Dataset entries
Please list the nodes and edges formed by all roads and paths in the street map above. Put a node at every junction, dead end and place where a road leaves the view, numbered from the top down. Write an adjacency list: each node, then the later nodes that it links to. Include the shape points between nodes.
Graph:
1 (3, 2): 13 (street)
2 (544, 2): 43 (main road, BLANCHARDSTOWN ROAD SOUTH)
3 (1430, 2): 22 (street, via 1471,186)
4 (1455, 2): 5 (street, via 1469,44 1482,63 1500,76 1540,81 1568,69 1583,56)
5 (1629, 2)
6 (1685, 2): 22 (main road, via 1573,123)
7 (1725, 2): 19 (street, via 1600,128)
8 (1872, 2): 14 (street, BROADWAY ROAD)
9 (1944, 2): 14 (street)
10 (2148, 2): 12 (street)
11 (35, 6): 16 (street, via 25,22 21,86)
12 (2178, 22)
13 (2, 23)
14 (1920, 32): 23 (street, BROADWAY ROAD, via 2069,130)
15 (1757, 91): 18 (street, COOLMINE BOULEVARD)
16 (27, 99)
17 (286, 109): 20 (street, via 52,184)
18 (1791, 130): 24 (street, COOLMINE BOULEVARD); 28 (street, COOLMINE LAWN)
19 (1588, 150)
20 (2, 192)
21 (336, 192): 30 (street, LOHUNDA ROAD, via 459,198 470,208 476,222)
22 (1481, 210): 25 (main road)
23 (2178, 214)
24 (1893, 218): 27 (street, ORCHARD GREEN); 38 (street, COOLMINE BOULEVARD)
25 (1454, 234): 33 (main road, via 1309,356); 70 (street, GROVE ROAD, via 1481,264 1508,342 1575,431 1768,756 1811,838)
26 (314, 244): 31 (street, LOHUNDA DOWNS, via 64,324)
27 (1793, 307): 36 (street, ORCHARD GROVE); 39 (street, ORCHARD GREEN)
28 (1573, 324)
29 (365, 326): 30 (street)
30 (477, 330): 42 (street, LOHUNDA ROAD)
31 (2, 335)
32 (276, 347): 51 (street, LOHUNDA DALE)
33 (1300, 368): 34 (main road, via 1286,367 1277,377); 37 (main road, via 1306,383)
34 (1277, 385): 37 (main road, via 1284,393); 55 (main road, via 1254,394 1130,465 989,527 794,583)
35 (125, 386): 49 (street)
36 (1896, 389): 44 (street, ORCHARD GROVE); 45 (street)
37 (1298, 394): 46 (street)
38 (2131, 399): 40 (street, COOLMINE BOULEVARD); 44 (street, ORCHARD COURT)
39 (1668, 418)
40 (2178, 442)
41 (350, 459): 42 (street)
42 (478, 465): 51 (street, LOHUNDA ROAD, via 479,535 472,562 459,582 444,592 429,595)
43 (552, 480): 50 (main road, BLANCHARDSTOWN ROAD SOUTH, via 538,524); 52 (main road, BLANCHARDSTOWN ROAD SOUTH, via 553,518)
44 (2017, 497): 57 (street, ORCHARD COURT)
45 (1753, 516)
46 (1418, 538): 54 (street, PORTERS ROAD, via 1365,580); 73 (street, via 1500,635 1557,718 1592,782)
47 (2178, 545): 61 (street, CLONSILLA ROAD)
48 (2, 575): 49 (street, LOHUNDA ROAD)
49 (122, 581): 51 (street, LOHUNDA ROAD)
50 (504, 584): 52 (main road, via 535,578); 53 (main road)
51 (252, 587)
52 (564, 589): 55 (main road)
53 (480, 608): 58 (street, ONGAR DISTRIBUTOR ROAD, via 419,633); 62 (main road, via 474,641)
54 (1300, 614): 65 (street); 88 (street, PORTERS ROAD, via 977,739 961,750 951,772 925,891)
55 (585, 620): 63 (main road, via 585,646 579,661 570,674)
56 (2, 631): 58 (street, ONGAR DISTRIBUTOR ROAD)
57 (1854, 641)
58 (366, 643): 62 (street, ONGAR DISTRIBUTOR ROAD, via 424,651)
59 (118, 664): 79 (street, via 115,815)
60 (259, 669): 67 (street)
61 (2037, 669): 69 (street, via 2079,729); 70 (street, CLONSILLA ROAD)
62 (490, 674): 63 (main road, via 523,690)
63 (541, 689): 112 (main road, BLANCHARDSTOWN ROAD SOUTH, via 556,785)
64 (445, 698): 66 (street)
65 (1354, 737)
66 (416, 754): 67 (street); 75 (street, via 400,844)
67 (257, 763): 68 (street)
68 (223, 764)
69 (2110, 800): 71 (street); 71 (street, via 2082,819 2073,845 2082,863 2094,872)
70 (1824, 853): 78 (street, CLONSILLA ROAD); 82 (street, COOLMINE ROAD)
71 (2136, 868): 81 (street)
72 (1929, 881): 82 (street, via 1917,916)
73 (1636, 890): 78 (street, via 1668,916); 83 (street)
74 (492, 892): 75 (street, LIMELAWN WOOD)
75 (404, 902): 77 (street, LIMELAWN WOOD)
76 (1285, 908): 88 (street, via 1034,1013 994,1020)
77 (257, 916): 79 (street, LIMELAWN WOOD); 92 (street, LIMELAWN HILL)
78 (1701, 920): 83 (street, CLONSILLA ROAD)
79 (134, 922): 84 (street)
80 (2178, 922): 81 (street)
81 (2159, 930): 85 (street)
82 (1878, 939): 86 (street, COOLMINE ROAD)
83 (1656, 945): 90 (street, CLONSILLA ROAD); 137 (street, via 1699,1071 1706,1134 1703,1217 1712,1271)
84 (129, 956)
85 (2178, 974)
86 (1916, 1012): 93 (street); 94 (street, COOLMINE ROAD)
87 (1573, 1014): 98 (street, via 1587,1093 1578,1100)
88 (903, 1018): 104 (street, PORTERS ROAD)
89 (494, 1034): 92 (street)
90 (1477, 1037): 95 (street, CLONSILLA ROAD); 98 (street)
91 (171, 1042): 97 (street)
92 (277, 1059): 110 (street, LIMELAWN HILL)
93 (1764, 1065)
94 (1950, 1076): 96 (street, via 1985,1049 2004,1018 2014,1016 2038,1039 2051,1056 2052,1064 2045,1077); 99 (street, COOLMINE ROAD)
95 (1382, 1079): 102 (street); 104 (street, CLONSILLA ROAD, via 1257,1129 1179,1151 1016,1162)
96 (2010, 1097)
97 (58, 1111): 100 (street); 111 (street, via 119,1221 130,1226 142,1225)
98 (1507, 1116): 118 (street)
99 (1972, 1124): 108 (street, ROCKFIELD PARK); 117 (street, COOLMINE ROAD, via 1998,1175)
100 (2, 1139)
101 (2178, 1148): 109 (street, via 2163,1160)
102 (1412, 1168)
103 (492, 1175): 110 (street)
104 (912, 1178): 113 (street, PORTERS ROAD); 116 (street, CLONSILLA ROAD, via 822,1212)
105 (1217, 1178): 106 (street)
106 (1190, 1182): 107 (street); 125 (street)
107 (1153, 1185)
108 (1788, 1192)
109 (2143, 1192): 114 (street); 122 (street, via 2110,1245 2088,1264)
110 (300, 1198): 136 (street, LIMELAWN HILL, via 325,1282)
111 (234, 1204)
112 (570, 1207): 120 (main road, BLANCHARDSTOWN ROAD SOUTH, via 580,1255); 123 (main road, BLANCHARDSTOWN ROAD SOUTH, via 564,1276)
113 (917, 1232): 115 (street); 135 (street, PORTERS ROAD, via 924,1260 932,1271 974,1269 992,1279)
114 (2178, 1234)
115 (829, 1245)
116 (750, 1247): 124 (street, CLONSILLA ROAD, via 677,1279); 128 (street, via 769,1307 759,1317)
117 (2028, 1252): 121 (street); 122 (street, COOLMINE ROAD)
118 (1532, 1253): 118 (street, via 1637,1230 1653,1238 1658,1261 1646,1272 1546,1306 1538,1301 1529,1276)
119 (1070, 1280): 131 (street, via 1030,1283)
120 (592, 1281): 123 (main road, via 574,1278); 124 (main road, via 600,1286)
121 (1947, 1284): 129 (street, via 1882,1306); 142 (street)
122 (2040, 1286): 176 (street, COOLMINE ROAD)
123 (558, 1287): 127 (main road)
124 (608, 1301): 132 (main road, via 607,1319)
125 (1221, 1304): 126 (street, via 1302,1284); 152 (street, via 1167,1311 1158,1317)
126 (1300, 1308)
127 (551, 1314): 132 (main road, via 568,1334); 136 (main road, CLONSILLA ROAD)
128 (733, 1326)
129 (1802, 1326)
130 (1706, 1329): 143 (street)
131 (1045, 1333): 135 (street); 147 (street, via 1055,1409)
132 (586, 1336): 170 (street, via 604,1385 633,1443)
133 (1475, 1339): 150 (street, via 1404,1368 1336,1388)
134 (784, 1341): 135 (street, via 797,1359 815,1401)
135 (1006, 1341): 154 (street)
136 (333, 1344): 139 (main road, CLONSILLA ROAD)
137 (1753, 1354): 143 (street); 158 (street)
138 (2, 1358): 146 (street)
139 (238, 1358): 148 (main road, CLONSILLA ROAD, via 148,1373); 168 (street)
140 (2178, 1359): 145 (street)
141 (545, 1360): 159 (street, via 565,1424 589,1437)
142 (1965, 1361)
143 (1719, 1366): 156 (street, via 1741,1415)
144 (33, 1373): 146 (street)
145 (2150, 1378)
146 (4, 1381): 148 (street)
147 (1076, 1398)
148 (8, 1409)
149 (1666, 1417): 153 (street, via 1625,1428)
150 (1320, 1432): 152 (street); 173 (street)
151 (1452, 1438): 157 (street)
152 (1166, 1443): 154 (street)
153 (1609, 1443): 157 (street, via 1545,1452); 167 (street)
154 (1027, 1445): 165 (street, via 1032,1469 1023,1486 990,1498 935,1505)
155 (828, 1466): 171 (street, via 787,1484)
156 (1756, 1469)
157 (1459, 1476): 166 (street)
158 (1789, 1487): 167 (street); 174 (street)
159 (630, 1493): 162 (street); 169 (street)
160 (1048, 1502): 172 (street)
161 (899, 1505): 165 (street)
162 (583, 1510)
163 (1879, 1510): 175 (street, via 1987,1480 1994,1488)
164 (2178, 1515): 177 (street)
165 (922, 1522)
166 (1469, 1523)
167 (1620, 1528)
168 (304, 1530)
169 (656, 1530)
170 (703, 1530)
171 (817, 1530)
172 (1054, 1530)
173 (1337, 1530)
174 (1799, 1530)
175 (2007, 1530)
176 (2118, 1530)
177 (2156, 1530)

◆ **Your assignment**:
Count up the lines above in which the word "LOHUNDA" appears, and give nothing but that count.

◆ **Problem solution**:
7